Effect of sex hormones on Ebola virus proteins

Ebola virus (EBOV) causes severe hemorrhagic fever in humans, and Ebola virus disease (EVD) has a case fatality rate ranging from 30-90%. Sex-biased outcomes have been observed for EVD, in which female patients are more likely to survive than males. Sex bias in immunity is complex and can be influenced by sex-linked gene expression, sex hormones, and anatomical and physiological variations. Additionally, EBOV proteins VP24, 35, and 40 are known to antagonize the immune response. Specifically, VP24 inhibits the activation of the Interferon Stimulated Response Elements (ISRE), preventing transcription of interferon stimulated genes.
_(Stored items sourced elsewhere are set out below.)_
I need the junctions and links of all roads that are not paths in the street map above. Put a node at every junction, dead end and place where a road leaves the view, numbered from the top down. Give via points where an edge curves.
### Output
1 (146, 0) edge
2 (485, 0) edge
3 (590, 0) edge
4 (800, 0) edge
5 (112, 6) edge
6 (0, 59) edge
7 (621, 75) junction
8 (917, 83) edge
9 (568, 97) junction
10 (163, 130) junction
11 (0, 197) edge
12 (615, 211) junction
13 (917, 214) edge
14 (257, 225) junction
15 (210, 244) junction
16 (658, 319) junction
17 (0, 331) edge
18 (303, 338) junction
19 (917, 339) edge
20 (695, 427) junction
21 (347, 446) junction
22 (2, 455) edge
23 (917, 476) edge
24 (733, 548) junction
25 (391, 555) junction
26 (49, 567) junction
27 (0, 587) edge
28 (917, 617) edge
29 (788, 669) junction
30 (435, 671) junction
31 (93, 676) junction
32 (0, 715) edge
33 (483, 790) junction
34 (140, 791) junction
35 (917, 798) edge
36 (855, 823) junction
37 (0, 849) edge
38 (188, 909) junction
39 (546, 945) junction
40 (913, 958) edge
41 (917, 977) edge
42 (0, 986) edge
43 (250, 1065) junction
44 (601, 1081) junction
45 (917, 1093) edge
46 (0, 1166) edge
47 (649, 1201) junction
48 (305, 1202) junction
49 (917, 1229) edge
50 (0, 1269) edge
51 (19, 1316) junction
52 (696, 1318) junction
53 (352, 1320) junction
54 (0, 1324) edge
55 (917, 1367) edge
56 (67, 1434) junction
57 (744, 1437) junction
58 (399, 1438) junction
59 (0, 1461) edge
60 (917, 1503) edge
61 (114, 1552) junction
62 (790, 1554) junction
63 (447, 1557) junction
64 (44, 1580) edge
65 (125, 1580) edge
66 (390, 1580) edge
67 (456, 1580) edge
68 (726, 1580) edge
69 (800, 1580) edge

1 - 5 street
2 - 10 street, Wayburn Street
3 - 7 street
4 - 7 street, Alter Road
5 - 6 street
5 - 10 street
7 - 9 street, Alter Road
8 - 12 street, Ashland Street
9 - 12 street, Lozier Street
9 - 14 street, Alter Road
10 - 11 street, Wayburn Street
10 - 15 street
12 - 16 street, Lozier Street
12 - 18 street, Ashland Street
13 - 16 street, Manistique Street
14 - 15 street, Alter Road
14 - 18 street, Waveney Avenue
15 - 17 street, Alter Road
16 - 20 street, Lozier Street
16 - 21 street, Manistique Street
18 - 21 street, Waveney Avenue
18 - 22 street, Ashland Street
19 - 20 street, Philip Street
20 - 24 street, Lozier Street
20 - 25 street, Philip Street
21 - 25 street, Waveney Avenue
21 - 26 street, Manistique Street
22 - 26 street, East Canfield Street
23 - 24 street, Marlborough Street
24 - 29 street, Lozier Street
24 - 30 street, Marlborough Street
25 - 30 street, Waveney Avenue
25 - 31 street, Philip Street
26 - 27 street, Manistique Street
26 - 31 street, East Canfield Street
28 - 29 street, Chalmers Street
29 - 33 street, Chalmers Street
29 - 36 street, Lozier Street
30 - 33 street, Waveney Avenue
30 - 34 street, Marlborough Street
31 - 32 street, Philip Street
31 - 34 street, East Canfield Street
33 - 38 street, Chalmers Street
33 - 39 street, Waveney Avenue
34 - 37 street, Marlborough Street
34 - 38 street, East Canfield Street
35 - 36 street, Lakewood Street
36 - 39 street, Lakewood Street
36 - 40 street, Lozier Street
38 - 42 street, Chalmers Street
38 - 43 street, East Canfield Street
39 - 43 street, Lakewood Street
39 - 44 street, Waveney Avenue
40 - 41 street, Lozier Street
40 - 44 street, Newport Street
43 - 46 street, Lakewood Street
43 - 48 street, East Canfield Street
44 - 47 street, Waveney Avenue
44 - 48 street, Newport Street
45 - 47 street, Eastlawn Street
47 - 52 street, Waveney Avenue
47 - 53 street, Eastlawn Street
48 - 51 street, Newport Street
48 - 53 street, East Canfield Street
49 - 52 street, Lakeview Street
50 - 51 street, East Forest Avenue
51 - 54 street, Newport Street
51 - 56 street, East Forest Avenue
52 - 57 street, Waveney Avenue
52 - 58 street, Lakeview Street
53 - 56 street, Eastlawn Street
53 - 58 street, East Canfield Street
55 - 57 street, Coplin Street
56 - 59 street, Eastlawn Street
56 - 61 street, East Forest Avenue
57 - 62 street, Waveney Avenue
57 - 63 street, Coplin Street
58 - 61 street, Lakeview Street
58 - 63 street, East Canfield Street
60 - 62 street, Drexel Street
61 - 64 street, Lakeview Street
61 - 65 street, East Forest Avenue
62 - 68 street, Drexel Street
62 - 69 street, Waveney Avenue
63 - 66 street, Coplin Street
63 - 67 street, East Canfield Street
Our project first aims to develop an assay to investigate whether estrogens and androgens modulate the function of VP24. To accomplish this, we developed a hormone-responsive system in HEK293T cells by transfecting them with estrogen receptor alpha. We confirmed that these transfected cells responded to estradiol (E2) using RT-qPCR. Before adding VP24 to the system, we assessed the impact of E2 on interferon-beta signalling using a dual luciferase assay, which decreased ISRE stimulation. Next, we will investigate the effect of E2 signalling on VP24 ISRE antagonism using this established protocol and expand to investigate the same assay with androgens.